According to research firm Tower Group, banks worldwide spend nearly $10.8 billion on technology for payments processing each year. Further research in the area, by BancBoston Robertson Stephens, estimates that banks spend five times more on introducing Internet payments than other players – e-commerce companies, technology vendors and ‘disintermediators’ – combined.

The Clear2Pay platform is bank-centric and will aim to address numerous customer segments, including: business-to-business applications such as bill presentment, and integration with e-commerce exchanges and trading protocols; business-to-consumer payments, via integration with shopping cart, micropayment and ‘paybutton’ technologies; and retail payments, based on Web and e-mail applications. It is multi-currency and multi-lingual and supports emerging protocols and standards in the electronic payments arena, including Iban, XML and Swift formats.

Akkermans forecasts a significant market opportunity for Internet payments technology following the European Parliament’s 15 November decision to oblige banks to reduce cross-border payments to the level of a domestic transfer.

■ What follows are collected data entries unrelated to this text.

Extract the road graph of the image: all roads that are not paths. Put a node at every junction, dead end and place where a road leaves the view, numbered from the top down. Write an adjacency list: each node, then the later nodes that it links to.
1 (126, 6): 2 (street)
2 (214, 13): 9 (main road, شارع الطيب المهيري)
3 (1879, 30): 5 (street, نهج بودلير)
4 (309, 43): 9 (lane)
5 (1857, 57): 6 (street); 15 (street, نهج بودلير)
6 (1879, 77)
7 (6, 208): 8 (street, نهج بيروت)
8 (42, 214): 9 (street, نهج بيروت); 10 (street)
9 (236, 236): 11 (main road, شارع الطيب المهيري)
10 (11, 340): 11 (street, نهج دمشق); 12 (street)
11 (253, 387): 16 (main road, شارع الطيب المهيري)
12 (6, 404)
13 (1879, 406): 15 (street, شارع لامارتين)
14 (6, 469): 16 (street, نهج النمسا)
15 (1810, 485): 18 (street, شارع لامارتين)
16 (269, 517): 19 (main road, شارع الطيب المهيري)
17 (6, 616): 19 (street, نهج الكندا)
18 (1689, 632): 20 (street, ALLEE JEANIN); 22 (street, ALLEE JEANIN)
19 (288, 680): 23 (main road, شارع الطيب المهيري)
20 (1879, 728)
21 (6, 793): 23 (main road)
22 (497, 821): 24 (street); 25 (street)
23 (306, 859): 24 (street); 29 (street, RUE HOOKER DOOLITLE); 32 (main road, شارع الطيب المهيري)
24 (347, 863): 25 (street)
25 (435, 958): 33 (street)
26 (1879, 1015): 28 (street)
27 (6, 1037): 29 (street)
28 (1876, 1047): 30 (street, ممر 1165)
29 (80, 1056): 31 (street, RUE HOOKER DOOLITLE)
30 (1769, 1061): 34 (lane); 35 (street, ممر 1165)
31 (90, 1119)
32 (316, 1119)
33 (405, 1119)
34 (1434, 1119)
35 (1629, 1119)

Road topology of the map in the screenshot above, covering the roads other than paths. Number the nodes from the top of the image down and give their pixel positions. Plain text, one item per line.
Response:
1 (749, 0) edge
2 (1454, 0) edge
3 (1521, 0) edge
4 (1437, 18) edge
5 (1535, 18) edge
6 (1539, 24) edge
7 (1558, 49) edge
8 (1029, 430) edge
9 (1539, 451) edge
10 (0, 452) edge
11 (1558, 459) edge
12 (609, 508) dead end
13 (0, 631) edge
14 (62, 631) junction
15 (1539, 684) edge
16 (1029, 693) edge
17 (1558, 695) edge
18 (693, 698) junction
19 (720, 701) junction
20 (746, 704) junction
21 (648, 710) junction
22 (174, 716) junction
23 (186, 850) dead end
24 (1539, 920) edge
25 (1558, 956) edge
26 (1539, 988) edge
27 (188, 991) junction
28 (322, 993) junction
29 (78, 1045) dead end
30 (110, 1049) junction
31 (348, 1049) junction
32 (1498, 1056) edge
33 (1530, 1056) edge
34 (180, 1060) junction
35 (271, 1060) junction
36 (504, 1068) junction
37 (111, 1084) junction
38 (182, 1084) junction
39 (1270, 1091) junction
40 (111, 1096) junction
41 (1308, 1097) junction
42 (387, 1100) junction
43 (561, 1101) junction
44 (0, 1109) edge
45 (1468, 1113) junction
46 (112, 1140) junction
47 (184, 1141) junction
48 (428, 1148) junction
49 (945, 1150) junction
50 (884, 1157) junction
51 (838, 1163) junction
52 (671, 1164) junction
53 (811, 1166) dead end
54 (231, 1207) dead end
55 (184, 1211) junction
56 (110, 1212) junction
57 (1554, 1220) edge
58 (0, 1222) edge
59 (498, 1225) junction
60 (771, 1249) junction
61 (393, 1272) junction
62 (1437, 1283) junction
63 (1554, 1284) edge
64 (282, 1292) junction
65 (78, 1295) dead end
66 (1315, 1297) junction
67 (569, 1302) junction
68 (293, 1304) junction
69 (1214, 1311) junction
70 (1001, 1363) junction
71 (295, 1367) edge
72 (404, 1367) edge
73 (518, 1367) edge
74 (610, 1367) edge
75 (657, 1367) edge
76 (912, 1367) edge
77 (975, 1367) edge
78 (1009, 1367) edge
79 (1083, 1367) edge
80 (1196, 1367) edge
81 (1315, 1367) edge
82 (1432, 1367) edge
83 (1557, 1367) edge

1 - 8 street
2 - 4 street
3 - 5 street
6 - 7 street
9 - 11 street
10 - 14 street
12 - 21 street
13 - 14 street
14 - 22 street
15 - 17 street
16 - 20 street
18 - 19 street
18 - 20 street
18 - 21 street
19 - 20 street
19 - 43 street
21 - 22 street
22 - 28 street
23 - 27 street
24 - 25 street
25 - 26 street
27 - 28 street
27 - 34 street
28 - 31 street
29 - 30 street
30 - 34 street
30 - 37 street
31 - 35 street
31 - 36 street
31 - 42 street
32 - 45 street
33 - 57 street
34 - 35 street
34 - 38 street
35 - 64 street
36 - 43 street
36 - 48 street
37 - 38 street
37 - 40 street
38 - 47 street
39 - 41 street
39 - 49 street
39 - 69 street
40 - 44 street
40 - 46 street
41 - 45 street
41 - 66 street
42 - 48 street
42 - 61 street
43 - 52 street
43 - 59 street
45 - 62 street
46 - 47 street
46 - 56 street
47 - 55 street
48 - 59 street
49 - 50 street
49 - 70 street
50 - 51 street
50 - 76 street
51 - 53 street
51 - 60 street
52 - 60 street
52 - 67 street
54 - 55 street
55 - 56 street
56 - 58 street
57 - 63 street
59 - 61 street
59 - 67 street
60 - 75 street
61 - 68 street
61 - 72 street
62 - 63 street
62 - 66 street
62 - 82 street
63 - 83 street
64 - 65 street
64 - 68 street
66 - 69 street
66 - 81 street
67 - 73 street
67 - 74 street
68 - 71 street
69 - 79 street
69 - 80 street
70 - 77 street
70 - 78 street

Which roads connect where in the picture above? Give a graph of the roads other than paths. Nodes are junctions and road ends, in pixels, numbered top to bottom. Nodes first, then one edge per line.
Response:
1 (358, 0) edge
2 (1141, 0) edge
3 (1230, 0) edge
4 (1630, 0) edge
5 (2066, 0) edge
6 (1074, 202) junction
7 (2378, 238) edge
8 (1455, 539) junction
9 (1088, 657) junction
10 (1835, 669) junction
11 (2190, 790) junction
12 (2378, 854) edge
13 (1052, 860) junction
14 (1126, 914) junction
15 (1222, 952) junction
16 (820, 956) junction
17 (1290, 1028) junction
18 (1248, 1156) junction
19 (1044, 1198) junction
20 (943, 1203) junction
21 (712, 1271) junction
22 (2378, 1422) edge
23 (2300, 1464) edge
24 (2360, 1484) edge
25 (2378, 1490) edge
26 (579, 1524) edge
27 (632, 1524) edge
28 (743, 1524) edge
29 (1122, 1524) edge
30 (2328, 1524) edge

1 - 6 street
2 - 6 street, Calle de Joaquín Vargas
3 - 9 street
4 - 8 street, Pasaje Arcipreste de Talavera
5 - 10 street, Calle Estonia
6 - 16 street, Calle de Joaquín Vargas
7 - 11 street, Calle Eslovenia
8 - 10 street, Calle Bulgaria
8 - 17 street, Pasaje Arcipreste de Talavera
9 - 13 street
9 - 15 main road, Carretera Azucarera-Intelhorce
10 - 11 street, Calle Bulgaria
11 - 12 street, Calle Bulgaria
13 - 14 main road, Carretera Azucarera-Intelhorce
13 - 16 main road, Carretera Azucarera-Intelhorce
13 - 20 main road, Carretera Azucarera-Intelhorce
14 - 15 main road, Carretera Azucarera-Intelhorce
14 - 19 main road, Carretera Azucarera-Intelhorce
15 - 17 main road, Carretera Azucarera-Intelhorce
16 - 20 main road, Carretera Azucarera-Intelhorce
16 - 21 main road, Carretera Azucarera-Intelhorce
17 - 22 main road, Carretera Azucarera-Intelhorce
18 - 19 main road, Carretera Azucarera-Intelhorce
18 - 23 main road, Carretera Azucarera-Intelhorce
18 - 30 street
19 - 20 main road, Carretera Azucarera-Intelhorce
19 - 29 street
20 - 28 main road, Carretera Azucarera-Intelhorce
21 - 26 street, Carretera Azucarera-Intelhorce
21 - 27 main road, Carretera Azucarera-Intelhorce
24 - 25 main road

“The European Parliament's decision is interesting in that it effectively forces banks to move much, much faster down a track where they were already heading,” he says. “The Target, Euro 1 and Step 1 systems have already done much to improve the way high value transactions are managed within the Eurozone. The use of widely-available technology to encourage smoother, end-to-end processing of payments – the Internet being the best example – is a natural progression.”